Chris Turner, head of foreign-exchange strategy at ING Groep NV, sees the dollar surging through parity with the European currency by mid-year, from $1.0586 per euro as of 12:11 p.m. in New York. He said gains will be spurred by bonds from Germany to Ireland yielding below zero.
“Central banks are re-accumulating their dollar reserves and low, or negative, bond yields in the euro zone will probably speed up that trend,” said London-based Turner, whose bank topped Bloomberg’s rankings for the most accurate currency forecasts in the past two quarters.
Not everyone thinks the dollar will keep on climbing. David Bloom, global head of currency strategy at HSBC Holdings Plc, said in a report that the effects of policy divergence have run their course and that the greenback rally “will stall as the market demands: tell me something I don’t know.”
Billionaire Bill Gross of Janus Capital Group Inc. has meanwhile been betting on U.S. Treasuries against German bunds on the basis that the spread between American and European interest rates will narrow. He called his bet “the trade of the year.”
Adrian Lee, whose eponymous investment company oversees more than $5 billion, does expect the dollar to keep strengthening and points to monetary policy as the biggest driver as the tightening bias of the Fed contrasts with a European Central Bank that’s expanding the money supply.
“The dichotomy between Europe and the U.S. is most interesting,” said Lee, chief investment officer at Adrian Lee & Partners, which has offices in London and Dublin. “If you ask where our strategy would be in a year’s time, we can easily have a forecast of the euro well below $1.”
He also sees another structural factor that’s underpinning the dollar: the U.S.’s shrinking current-account deficit.
The decline in oil prices -- even with the shale-gas revolution, the nation is still an importer -- has helped the U.S. reduce its trade shortfall to 2.3 percent of gross domestic product, according to data compiled by Bloomberg. That’s down from a record 5.9 percent in 2006.

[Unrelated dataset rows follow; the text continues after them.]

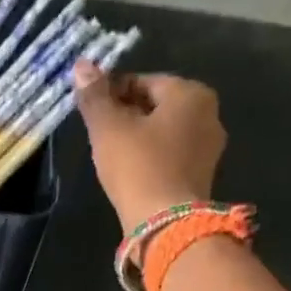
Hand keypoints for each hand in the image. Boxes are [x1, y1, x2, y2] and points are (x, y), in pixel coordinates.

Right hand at [73, 61, 226, 231]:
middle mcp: (208, 114)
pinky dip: (150, 158)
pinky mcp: (201, 176)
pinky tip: (129, 172)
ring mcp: (208, 148)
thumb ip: (95, 96)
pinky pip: (170, 156)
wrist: (166, 225)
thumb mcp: (109, 128)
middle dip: (126, 115)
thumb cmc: (138, 167)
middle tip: (98, 132)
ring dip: (137, 137)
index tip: (91, 109)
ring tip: (109, 154)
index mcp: (191, 93)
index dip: (112, 92)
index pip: (143, 81)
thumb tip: (82, 65)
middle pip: (156, 106)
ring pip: (163, 132)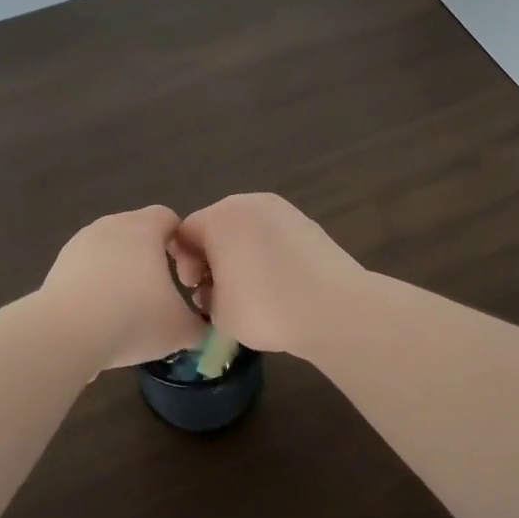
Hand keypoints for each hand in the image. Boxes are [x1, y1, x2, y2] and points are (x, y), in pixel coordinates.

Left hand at [40, 206, 208, 370]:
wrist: (65, 334)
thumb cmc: (133, 319)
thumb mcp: (180, 329)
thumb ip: (200, 325)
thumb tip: (205, 328)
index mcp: (143, 228)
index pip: (169, 218)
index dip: (182, 243)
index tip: (185, 276)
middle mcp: (110, 225)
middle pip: (138, 232)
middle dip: (151, 258)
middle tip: (160, 293)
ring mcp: (80, 243)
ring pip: (110, 250)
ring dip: (121, 271)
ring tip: (128, 308)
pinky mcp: (58, 265)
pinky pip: (87, 269)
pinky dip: (97, 285)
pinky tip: (101, 316)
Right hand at [171, 193, 366, 358]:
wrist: (334, 308)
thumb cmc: (265, 307)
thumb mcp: (218, 313)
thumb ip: (206, 296)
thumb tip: (214, 291)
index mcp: (218, 218)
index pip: (184, 234)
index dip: (184, 264)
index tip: (195, 290)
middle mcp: (247, 203)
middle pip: (216, 227)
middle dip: (212, 259)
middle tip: (219, 293)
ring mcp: (281, 210)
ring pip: (246, 230)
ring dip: (240, 256)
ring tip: (250, 291)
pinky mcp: (306, 223)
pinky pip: (272, 235)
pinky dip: (267, 254)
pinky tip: (277, 284)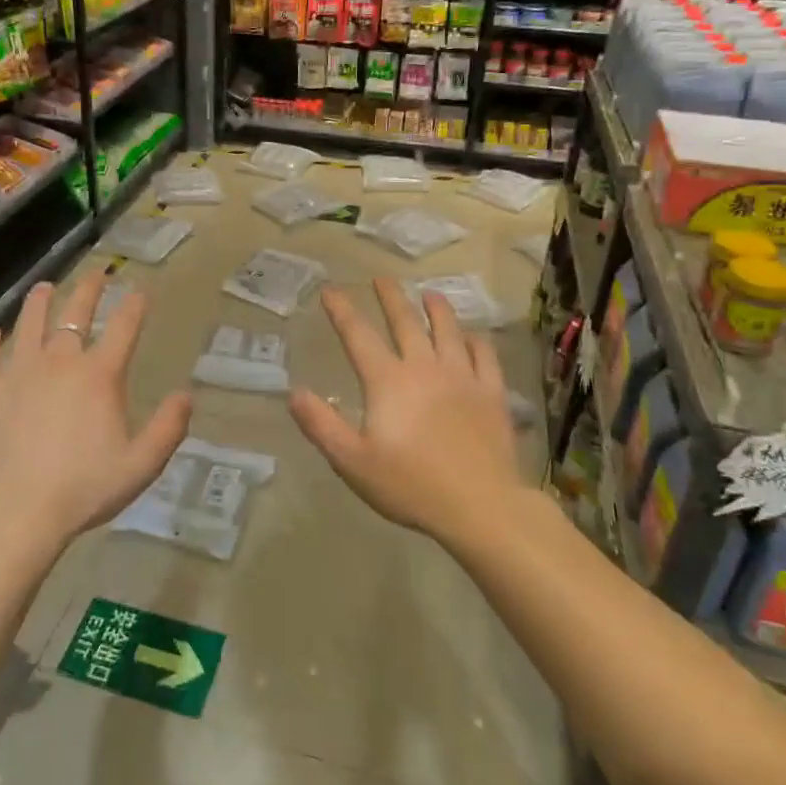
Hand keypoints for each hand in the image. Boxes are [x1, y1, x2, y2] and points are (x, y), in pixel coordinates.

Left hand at [0, 269, 191, 550]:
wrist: (17, 510)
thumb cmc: (84, 488)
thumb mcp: (141, 465)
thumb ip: (168, 428)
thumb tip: (187, 395)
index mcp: (100, 375)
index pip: (124, 327)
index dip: (134, 305)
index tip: (140, 291)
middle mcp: (60, 361)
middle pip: (76, 313)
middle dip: (89, 289)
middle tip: (96, 274)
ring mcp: (19, 371)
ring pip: (30, 323)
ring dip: (40, 302)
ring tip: (44, 288)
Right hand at [290, 280, 519, 545]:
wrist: (480, 506)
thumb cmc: (410, 484)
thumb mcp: (352, 461)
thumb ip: (321, 425)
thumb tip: (294, 392)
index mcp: (388, 381)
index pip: (358, 335)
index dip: (342, 310)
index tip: (330, 290)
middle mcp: (424, 367)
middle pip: (405, 322)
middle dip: (390, 297)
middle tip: (381, 278)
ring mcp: (462, 377)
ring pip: (448, 330)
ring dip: (437, 308)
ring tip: (429, 293)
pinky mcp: (491, 393)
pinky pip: (484, 355)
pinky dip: (476, 340)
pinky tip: (472, 336)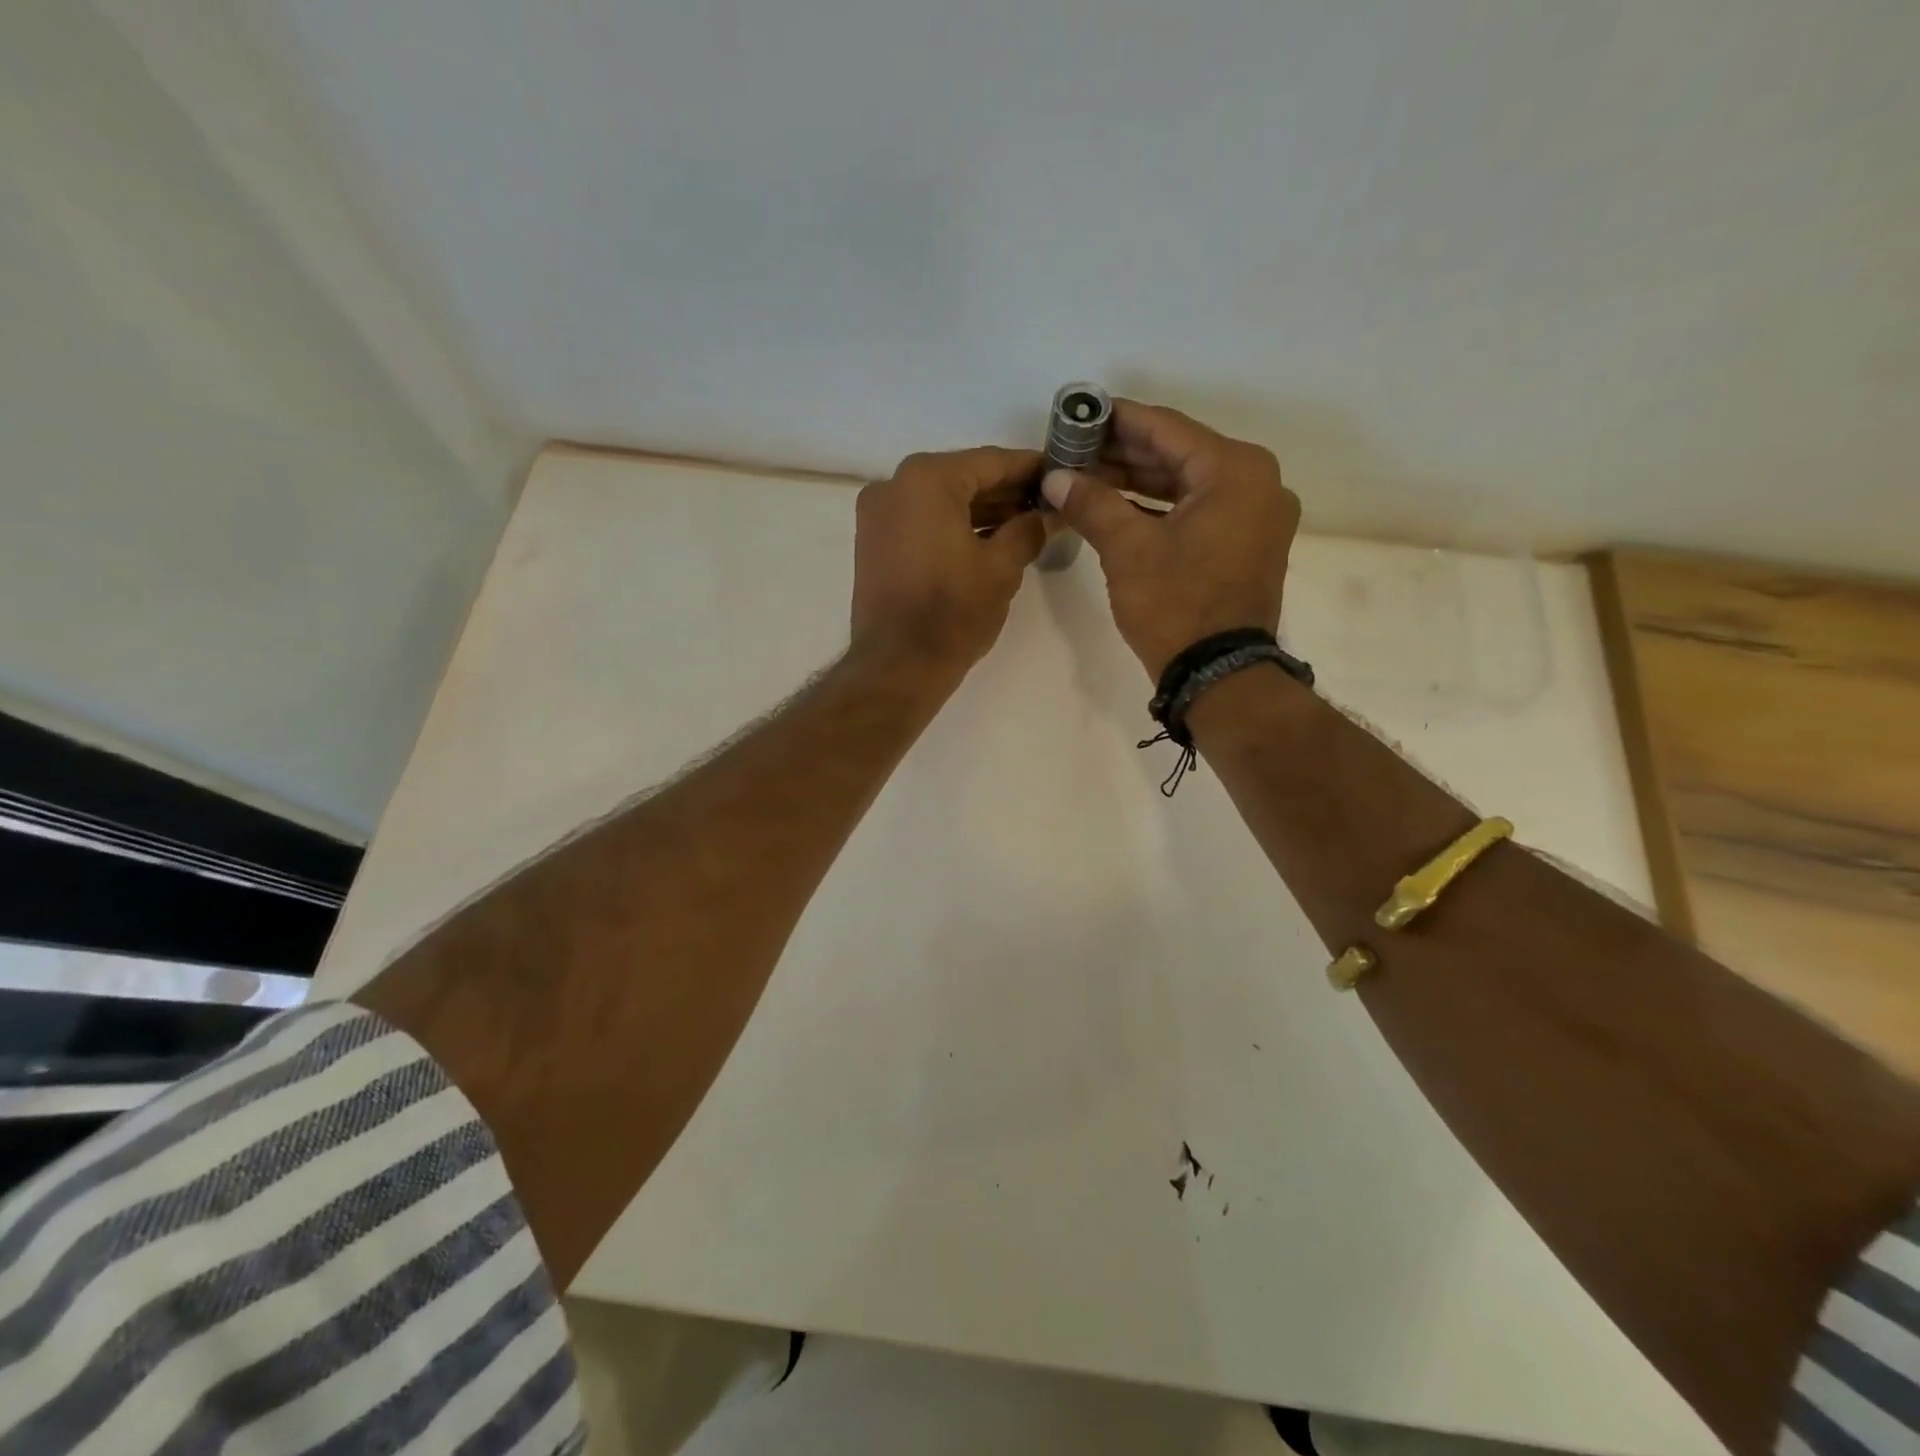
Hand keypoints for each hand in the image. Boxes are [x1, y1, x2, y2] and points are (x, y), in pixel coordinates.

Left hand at [851, 447, 1047, 674]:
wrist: (897, 666)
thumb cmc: (952, 613)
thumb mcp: (1002, 568)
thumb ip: (1029, 530)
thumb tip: (1046, 516)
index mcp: (926, 479)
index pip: (991, 461)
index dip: (1031, 468)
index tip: (1061, 473)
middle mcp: (894, 485)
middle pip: (964, 478)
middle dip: (1007, 492)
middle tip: (1049, 504)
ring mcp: (878, 515)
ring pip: (942, 501)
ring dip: (983, 511)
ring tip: (1027, 525)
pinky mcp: (875, 544)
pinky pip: (923, 522)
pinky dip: (955, 527)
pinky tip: (991, 540)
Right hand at [1041, 401, 1299, 679]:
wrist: (1219, 674)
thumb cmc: (1176, 604)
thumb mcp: (1127, 549)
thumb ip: (1091, 503)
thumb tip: (1055, 478)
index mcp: (1235, 470)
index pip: (1166, 428)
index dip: (1118, 419)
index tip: (1081, 412)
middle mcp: (1256, 482)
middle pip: (1179, 454)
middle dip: (1124, 453)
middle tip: (1076, 448)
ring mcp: (1256, 516)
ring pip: (1188, 484)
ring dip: (1138, 481)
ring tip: (1088, 475)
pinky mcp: (1247, 545)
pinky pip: (1199, 510)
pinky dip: (1160, 508)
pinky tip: (1118, 506)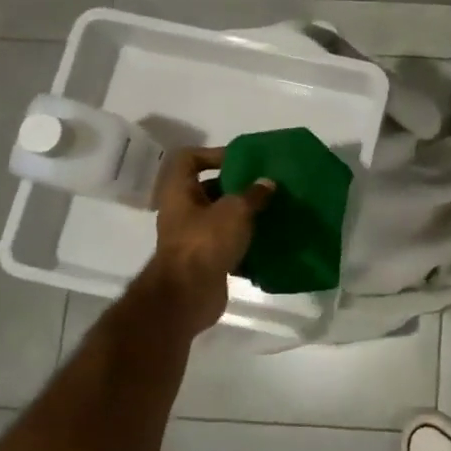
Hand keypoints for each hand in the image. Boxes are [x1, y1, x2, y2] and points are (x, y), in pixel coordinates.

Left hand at [138, 147, 273, 336]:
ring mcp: (192, 237)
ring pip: (220, 218)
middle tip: (265, 187)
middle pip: (208, 189)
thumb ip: (253, 194)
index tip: (242, 161)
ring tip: (271, 212)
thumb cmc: (205, 242)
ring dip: (244, 216)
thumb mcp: (235, 210)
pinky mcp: (204, 260)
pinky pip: (227, 244)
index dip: (213, 154)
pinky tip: (268, 241)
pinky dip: (245, 243)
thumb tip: (268, 183)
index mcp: (179, 191)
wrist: (188, 295)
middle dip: (237, 187)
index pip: (189, 159)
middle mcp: (182, 211)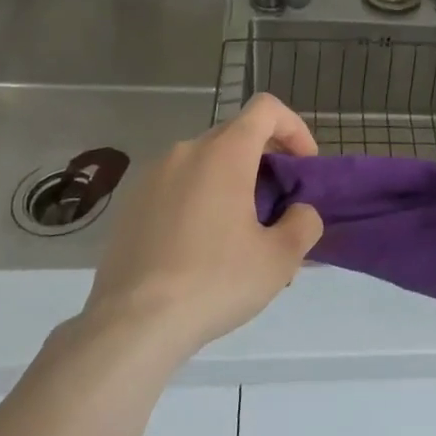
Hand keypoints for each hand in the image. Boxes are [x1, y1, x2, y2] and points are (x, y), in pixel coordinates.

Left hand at [81, 94, 323, 359]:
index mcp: (225, 153)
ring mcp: (153, 176)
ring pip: (205, 163)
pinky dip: (198, 199)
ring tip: (239, 235)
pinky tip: (200, 249)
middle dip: (264, 160)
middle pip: (236, 135)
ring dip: (231, 183)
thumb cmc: (214, 282)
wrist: (131, 326)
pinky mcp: (131, 204)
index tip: (302, 166)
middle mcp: (186, 151)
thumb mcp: (279, 259)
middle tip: (277, 206)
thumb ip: (304, 223)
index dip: (293, 128)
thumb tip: (300, 212)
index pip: (266, 108)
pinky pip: (177, 186)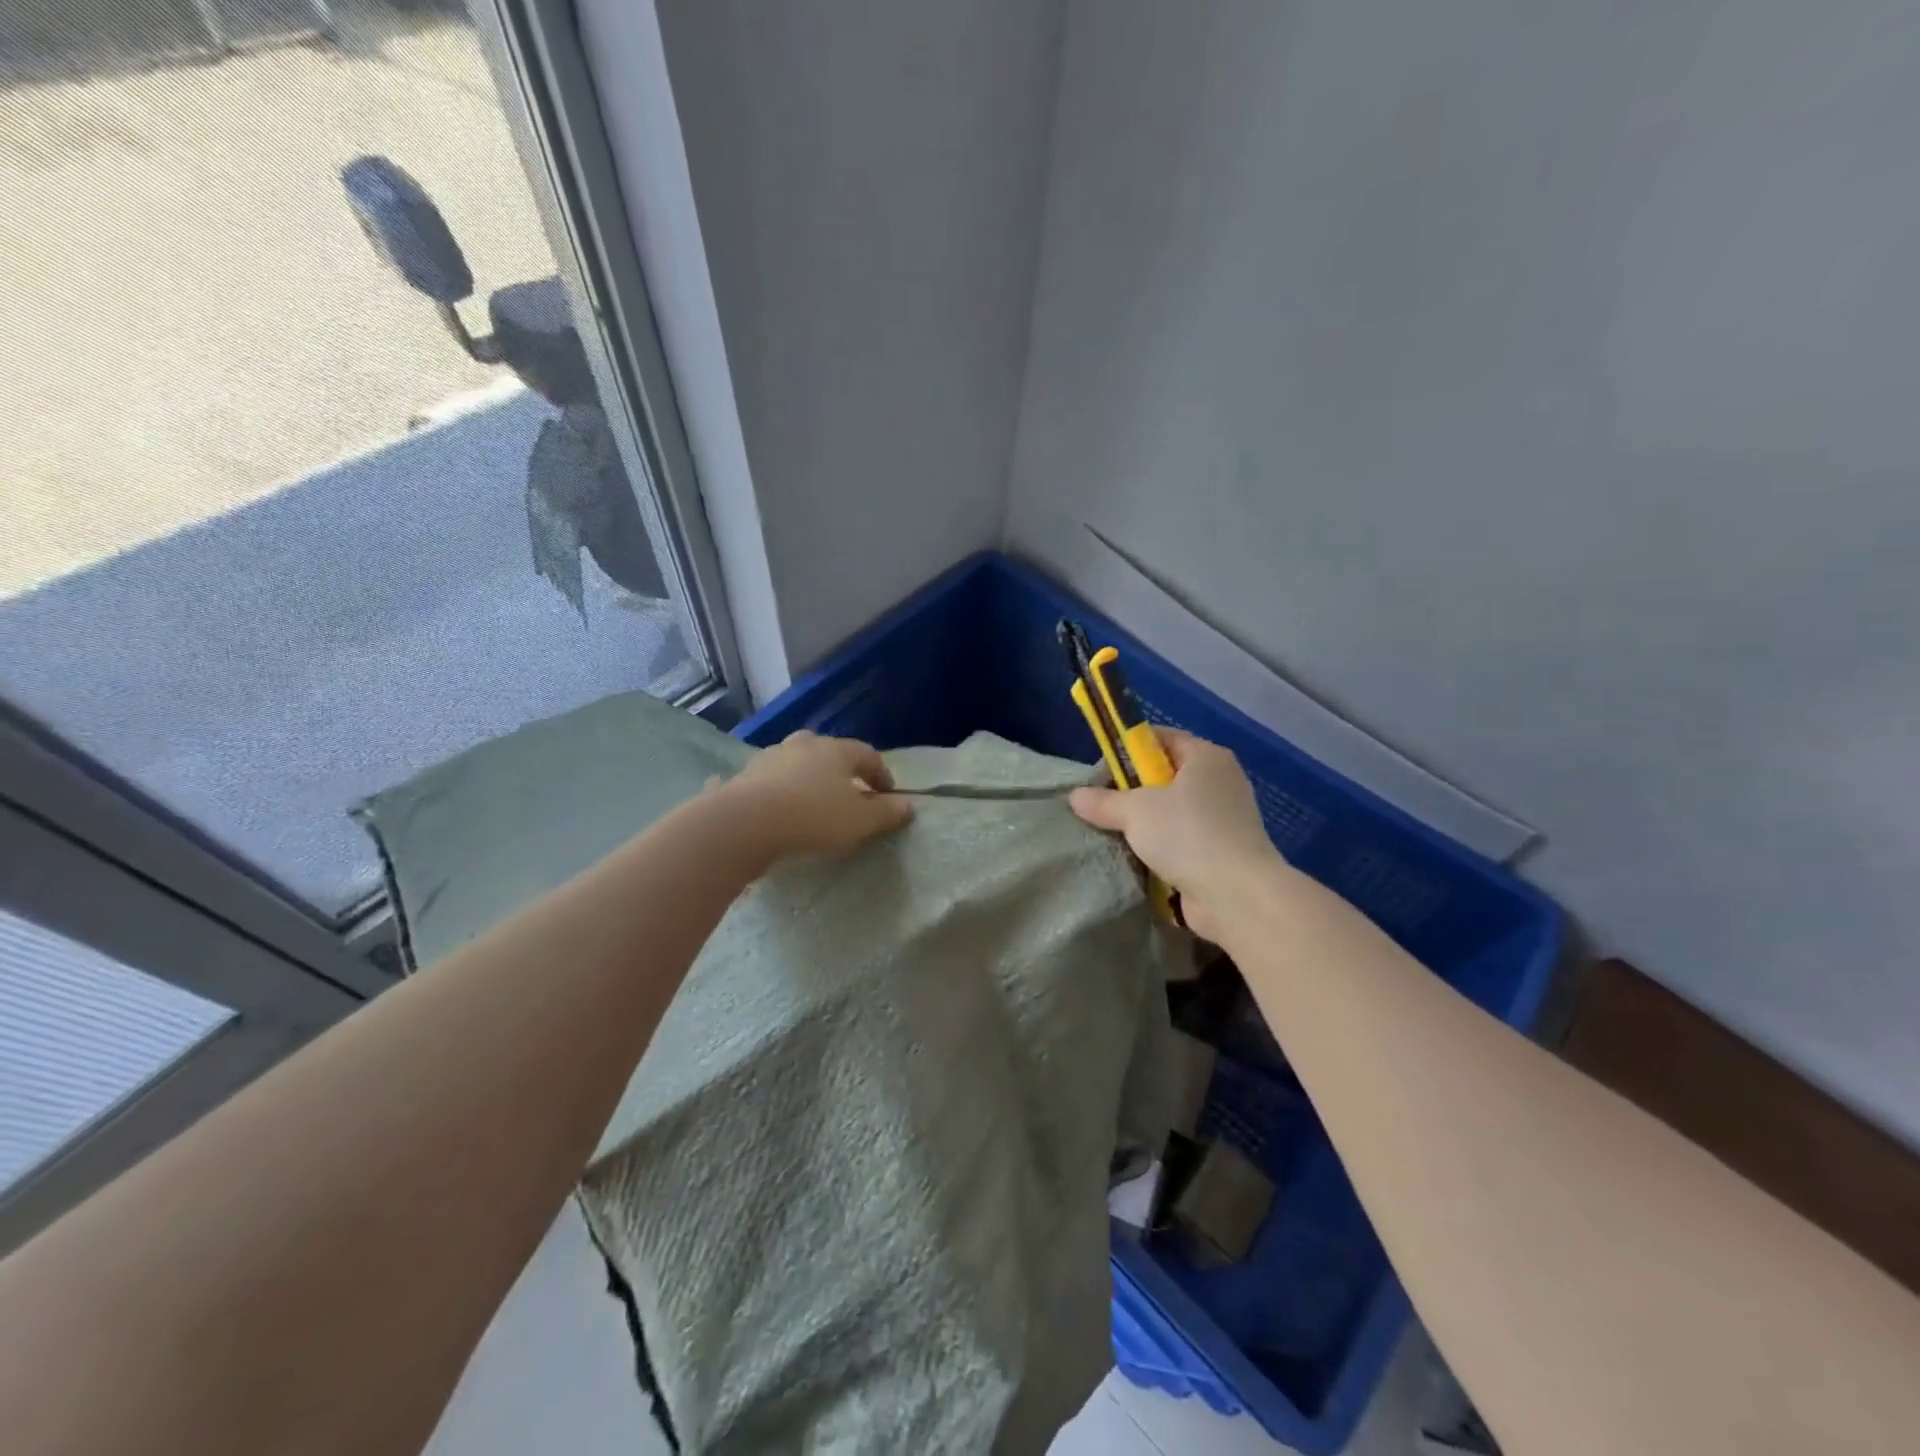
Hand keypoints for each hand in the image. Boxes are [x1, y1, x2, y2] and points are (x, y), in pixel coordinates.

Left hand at [719, 730, 913, 861]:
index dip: (881, 774)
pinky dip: (767, 788)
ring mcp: (768, 758)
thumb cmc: (814, 817)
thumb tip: (908, 805)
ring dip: (804, 777)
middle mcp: (802, 745)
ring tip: (810, 801)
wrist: (745, 823)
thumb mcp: (860, 821)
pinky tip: (765, 802)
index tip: (888, 794)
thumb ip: (886, 813)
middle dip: (840, 770)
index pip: (868, 755)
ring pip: (793, 763)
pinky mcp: (741, 777)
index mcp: (836, 750)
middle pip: (828, 752)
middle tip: (848, 792)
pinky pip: (761, 781)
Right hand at [1068, 730, 1283, 940]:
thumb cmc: (1188, 835)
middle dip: (1131, 790)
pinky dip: (1161, 846)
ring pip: (1172, 810)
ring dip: (1144, 823)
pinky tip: (1137, 858)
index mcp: (1205, 756)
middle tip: (1102, 807)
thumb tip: (1075, 796)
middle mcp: (1220, 780)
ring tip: (1115, 835)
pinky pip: (1182, 839)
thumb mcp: (1135, 811)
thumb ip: (1103, 801)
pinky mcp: (1223, 850)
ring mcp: (1225, 817)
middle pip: (1164, 774)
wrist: (1238, 895)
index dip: (1127, 750)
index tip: (1100, 775)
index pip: (1159, 738)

For Jen, the rise in dollar-denominated debt across the globe is key. The $9 trillion owed by borrowers outside the U.S. has surged from $6 trillion at the end of 2008 -- when the Fed cut its benchmark interest rate to near zero, making it cheaper to issue in the currency.
Russian gas producer OAO Gazprom, Spanish phone company Telefonica SA and ArcelorMittal, the world’s largest steelmaker, have each raised about $12 billion in the U.S. currency since then, data compiled by Bloomberg show. France and Sweden are among the biggest sovereign issuers, borrowing more than $100 billion between the two.
Some of that will need to be repaid even if the remainder will be rolled over. And debt that will eventually be refinanced needs servicing in the meantime.
“After years of accumulating a huge amount of debt in dollars, borrowers will need to figure out how to repay” given the currency’s recent gains, Jen said. “People will either repay early or start hedging actively. There’ll be huge demand for the dollar that is much more than what’s consistent with growth or interest-rate differentials.”